TASK PROMPT
List all the lines in these records that hold "River".

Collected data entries
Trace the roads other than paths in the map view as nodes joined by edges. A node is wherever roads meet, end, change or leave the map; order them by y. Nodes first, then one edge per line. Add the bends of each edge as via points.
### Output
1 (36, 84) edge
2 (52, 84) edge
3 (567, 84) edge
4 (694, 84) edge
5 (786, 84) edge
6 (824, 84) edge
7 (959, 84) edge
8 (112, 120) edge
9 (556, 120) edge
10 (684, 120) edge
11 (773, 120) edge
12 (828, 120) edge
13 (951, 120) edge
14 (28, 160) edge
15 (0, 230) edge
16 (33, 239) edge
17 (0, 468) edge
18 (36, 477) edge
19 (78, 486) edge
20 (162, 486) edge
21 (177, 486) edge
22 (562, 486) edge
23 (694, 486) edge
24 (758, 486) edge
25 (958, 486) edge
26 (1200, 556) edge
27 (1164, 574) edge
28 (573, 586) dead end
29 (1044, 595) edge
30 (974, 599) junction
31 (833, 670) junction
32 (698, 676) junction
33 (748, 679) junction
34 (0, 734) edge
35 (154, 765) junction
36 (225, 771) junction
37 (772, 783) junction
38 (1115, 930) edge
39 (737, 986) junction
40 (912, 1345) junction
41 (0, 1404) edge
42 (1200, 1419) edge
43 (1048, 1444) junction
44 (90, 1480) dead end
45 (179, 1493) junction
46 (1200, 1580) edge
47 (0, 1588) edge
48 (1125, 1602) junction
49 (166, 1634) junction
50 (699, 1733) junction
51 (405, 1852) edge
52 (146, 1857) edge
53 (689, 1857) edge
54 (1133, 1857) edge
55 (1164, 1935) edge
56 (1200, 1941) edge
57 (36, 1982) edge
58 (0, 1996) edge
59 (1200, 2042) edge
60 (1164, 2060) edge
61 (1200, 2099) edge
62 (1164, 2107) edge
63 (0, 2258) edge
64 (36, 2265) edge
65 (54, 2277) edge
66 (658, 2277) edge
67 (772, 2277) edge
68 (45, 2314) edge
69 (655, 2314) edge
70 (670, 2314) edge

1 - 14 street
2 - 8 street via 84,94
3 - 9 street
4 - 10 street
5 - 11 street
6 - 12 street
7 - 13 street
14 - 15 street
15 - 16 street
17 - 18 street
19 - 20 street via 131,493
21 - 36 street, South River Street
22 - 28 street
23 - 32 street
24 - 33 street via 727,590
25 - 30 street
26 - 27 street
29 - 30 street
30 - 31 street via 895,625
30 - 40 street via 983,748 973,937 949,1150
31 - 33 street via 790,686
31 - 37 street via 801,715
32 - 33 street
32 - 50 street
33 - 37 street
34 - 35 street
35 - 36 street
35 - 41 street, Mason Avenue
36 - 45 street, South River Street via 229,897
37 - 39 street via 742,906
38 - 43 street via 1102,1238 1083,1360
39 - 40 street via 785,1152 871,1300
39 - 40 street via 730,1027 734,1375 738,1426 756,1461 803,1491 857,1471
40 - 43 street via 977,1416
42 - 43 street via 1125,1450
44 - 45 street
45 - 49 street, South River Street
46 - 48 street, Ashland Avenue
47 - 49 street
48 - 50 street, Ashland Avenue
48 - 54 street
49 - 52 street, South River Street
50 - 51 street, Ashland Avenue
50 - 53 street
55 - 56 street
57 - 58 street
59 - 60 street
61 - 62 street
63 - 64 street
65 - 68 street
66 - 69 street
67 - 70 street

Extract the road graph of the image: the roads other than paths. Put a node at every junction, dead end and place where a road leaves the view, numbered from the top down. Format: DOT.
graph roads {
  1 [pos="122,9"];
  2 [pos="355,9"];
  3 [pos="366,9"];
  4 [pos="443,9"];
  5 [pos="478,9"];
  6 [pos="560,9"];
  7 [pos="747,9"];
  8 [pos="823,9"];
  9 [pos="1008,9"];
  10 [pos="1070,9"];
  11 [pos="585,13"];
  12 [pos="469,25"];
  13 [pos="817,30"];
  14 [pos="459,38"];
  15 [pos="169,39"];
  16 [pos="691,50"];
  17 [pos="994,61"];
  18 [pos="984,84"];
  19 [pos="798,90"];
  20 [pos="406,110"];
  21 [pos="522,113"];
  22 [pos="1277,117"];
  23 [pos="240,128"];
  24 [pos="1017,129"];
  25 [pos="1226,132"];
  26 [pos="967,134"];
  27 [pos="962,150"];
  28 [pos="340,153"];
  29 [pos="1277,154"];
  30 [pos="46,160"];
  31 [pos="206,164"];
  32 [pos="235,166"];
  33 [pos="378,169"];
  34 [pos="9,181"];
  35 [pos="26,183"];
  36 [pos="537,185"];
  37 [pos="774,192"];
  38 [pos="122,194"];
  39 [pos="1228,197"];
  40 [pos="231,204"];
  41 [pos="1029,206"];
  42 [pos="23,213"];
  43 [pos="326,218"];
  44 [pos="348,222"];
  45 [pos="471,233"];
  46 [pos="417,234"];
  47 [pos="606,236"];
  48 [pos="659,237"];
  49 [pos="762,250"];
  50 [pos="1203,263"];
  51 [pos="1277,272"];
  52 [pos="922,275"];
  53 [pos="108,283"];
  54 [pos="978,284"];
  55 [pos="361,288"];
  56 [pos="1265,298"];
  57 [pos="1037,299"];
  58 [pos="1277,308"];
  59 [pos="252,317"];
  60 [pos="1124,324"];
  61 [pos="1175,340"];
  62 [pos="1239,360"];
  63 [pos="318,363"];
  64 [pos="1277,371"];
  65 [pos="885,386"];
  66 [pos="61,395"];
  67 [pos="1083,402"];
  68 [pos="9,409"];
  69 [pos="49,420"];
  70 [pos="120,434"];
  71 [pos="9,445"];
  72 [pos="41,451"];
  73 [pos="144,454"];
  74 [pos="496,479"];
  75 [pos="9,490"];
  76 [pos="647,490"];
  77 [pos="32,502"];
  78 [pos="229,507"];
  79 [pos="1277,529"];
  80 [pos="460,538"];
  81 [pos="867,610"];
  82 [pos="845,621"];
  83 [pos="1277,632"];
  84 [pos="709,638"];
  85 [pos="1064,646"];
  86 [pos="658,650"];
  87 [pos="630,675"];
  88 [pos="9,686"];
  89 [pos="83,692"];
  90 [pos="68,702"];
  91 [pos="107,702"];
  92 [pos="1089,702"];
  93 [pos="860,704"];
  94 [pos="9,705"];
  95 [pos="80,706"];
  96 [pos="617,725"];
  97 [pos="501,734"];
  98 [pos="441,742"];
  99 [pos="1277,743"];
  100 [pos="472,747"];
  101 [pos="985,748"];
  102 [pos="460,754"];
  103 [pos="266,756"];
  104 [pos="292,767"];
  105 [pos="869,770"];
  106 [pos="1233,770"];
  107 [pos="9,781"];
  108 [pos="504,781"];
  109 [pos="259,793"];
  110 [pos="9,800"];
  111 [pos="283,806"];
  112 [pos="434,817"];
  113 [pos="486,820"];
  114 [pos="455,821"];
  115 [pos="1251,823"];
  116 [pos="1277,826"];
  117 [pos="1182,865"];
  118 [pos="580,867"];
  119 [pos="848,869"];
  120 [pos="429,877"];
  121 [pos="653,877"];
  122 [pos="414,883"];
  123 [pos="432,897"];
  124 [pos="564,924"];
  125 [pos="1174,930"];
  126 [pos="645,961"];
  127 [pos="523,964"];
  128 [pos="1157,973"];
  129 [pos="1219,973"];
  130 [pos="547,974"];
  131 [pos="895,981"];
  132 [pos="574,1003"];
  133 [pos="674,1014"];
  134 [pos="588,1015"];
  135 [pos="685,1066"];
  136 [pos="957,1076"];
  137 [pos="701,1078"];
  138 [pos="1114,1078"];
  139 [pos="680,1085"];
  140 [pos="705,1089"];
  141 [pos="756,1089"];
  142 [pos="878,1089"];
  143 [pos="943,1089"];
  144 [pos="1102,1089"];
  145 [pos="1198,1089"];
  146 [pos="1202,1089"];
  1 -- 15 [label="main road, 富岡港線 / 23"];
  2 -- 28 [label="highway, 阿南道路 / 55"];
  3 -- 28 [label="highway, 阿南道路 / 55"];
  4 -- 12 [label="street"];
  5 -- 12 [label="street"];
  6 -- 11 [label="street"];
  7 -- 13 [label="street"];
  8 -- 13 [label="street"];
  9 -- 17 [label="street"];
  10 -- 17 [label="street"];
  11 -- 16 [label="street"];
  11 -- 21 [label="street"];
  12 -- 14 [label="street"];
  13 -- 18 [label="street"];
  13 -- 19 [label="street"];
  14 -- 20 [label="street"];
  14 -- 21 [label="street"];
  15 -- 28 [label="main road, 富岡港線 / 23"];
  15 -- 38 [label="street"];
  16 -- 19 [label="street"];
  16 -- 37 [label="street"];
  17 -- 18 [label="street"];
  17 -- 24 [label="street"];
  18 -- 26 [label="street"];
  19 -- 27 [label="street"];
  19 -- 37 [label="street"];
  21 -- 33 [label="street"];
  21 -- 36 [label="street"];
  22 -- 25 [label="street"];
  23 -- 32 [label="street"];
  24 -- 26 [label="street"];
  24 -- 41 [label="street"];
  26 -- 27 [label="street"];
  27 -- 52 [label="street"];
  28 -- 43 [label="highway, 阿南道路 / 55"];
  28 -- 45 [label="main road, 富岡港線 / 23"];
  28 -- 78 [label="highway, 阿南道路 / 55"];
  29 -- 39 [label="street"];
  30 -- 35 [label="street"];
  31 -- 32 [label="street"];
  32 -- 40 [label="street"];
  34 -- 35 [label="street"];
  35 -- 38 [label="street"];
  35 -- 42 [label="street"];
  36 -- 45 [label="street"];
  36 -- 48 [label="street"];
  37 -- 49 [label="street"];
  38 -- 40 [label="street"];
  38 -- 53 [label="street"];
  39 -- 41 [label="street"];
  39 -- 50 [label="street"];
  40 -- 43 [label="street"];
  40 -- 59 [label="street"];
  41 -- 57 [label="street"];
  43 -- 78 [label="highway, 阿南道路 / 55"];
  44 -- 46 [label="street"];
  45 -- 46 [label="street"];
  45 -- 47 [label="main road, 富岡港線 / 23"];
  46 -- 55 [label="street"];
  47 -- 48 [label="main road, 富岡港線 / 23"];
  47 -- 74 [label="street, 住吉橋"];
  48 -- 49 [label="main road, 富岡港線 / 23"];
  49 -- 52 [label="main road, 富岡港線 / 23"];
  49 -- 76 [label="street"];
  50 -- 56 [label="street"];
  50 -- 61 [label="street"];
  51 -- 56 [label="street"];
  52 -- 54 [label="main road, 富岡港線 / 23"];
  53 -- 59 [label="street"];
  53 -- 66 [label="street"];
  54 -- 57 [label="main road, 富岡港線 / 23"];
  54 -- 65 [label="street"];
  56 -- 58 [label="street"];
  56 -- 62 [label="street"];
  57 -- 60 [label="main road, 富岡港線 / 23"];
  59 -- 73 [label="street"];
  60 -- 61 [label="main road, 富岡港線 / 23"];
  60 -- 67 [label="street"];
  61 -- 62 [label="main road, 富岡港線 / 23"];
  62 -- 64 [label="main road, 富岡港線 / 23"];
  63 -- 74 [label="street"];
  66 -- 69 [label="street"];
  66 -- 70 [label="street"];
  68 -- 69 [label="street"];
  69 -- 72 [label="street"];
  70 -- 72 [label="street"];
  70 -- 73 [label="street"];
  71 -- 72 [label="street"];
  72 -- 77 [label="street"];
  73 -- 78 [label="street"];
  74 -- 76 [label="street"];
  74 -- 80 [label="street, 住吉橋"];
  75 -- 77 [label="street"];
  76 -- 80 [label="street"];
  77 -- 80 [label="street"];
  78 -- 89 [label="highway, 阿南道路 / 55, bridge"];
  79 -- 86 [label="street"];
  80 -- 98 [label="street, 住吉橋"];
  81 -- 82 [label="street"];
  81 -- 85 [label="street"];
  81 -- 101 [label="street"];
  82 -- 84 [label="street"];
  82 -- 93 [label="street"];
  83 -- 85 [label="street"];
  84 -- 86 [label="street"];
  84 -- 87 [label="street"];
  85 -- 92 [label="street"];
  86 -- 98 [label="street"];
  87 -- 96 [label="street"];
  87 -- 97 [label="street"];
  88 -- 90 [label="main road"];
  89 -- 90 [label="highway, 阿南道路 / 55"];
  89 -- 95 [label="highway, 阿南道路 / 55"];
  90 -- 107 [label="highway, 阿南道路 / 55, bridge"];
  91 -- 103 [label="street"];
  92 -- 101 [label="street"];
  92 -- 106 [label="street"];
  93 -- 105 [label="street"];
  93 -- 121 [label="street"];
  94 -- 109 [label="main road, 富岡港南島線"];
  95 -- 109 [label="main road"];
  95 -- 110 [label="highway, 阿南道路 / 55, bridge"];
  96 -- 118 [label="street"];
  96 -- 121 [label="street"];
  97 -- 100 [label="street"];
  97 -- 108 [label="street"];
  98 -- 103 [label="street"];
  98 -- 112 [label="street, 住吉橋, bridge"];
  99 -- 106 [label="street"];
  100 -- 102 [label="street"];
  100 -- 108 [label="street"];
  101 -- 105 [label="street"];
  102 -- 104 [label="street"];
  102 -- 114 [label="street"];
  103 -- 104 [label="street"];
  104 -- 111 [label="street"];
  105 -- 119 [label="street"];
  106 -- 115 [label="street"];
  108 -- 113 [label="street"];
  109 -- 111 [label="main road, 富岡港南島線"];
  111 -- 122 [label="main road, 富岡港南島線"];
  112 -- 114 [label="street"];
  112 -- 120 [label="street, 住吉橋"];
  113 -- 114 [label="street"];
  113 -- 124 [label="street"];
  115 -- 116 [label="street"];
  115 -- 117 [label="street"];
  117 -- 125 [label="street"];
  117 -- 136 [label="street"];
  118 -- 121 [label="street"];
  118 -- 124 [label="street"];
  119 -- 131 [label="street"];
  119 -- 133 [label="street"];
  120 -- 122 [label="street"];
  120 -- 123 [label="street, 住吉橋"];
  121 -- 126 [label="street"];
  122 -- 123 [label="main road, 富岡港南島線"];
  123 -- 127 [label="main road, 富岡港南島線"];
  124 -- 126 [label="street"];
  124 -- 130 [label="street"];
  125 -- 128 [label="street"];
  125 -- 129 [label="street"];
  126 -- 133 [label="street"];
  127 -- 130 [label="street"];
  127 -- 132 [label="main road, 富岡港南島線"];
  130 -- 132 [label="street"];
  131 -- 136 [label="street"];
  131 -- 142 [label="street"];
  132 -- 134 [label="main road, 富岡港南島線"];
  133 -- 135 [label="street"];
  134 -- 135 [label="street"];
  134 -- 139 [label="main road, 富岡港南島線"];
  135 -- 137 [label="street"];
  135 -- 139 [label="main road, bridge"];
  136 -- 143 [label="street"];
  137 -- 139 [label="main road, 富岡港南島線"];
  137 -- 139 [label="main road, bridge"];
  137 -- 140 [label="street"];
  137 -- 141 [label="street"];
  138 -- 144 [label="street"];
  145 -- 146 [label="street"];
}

SOLUTION TO THE PROBLEM
21 - 36 street, South River Street
36 - 45 street, South River Street via 229,897
45 - 49 street, South River Street
49 - 52 street, South River Street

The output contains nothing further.